*MATERIAL FOR THE TASK*:

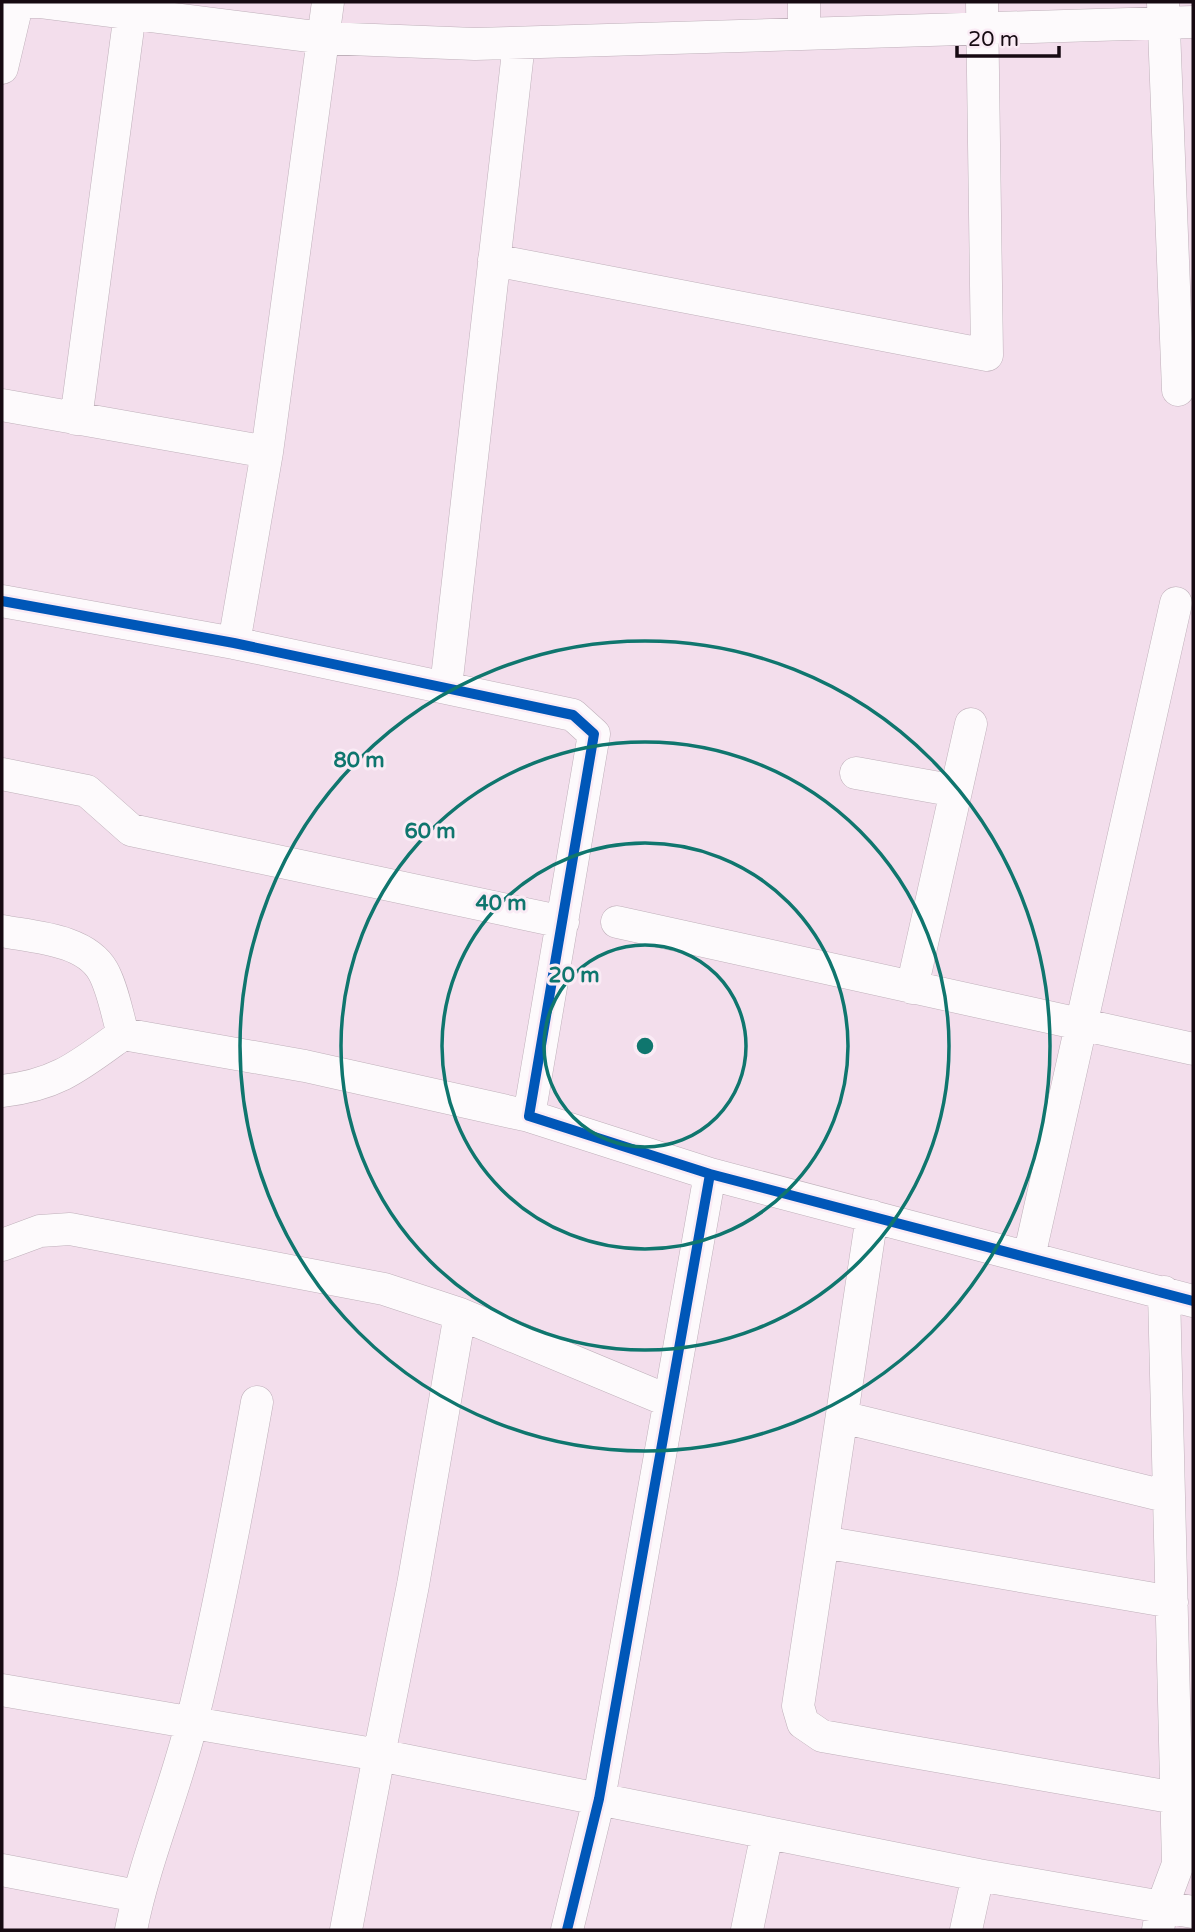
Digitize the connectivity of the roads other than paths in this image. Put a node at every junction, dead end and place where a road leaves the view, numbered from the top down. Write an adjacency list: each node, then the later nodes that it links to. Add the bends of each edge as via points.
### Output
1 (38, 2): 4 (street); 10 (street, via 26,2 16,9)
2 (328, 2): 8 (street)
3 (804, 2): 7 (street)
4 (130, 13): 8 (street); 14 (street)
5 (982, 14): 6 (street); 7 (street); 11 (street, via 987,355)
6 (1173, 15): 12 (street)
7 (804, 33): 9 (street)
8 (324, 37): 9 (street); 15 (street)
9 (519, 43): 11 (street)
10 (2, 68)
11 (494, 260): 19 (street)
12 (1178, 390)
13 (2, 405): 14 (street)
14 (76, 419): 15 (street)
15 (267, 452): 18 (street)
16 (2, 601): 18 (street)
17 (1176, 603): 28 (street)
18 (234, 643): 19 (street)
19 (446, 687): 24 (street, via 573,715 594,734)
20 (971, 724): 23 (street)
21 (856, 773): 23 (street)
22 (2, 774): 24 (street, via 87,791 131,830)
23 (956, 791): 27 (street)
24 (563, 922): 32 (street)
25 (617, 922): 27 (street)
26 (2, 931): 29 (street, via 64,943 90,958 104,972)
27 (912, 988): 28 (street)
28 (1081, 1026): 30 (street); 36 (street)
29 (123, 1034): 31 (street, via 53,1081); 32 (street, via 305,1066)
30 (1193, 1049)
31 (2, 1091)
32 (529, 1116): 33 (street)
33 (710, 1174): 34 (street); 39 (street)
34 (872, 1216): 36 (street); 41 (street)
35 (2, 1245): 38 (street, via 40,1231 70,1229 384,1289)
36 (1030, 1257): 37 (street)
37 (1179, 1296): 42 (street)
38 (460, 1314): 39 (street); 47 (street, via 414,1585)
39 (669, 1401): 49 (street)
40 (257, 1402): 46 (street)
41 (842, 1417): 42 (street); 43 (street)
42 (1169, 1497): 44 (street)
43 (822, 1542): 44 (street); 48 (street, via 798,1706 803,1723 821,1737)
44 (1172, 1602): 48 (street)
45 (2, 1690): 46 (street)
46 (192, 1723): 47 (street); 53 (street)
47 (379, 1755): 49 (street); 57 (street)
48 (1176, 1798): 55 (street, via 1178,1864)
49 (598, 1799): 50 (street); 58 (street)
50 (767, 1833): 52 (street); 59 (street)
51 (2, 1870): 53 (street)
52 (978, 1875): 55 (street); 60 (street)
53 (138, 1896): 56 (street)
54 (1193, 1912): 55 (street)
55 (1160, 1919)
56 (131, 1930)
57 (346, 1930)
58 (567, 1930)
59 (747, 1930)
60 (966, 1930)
--
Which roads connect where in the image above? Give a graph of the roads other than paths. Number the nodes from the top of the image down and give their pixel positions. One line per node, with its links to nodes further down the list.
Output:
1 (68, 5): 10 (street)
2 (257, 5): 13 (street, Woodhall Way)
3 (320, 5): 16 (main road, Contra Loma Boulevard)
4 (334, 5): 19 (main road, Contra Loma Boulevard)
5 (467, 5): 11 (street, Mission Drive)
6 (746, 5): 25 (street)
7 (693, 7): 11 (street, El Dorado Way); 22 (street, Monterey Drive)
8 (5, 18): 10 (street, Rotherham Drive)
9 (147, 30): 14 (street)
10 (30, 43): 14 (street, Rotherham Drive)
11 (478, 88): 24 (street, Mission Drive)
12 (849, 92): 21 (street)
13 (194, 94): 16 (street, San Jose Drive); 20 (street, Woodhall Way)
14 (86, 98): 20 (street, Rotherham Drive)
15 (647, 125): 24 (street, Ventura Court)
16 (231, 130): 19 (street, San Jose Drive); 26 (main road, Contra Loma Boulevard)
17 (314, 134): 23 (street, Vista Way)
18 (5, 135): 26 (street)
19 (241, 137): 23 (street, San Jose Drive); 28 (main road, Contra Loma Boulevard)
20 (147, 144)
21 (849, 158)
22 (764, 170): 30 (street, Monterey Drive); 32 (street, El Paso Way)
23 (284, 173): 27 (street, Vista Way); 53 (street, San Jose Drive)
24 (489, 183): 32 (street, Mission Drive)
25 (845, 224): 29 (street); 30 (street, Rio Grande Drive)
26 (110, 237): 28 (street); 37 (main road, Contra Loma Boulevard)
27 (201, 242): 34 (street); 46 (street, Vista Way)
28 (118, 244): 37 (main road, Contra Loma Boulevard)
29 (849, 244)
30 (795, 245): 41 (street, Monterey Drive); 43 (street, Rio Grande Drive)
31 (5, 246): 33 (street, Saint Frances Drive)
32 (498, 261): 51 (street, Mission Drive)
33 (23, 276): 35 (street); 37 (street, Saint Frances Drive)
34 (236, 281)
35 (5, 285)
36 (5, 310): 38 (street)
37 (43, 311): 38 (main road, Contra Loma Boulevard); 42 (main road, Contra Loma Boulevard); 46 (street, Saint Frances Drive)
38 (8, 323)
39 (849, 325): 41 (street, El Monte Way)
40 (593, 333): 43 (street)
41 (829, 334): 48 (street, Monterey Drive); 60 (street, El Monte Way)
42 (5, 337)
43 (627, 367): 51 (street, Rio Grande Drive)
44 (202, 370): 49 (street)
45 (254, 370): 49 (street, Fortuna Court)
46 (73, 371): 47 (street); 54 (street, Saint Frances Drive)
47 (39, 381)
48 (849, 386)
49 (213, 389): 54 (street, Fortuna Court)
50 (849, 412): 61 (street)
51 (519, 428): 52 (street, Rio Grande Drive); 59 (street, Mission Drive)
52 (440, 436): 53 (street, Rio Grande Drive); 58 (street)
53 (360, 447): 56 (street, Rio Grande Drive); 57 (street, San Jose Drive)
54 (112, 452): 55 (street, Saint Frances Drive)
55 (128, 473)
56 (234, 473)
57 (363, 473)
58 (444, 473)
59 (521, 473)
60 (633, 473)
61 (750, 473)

*WORK INSTRUCTION*:
Among the lines above, find those with the word "Grande" and list them.

*EXPECTED ANSWER*:
25 (845, 224): 29 (street); 30 (street, Rio Grande Drive)
30 (795, 245): 41 (street, Monterey Drive); 43 (street, Rio Grande Drive)
43 (627, 367): 51 (street, Rio Grande Drive)
51 (519, 428): 52 (street, Rio Grande Drive); 59 (street, Mission Drive)
52 (440, 436): 53 (street, Rio Grande Drive); 58 (street)
53 (360, 447): 56 (street, Rio Grande Drive); 57 (street, San Jose Drive)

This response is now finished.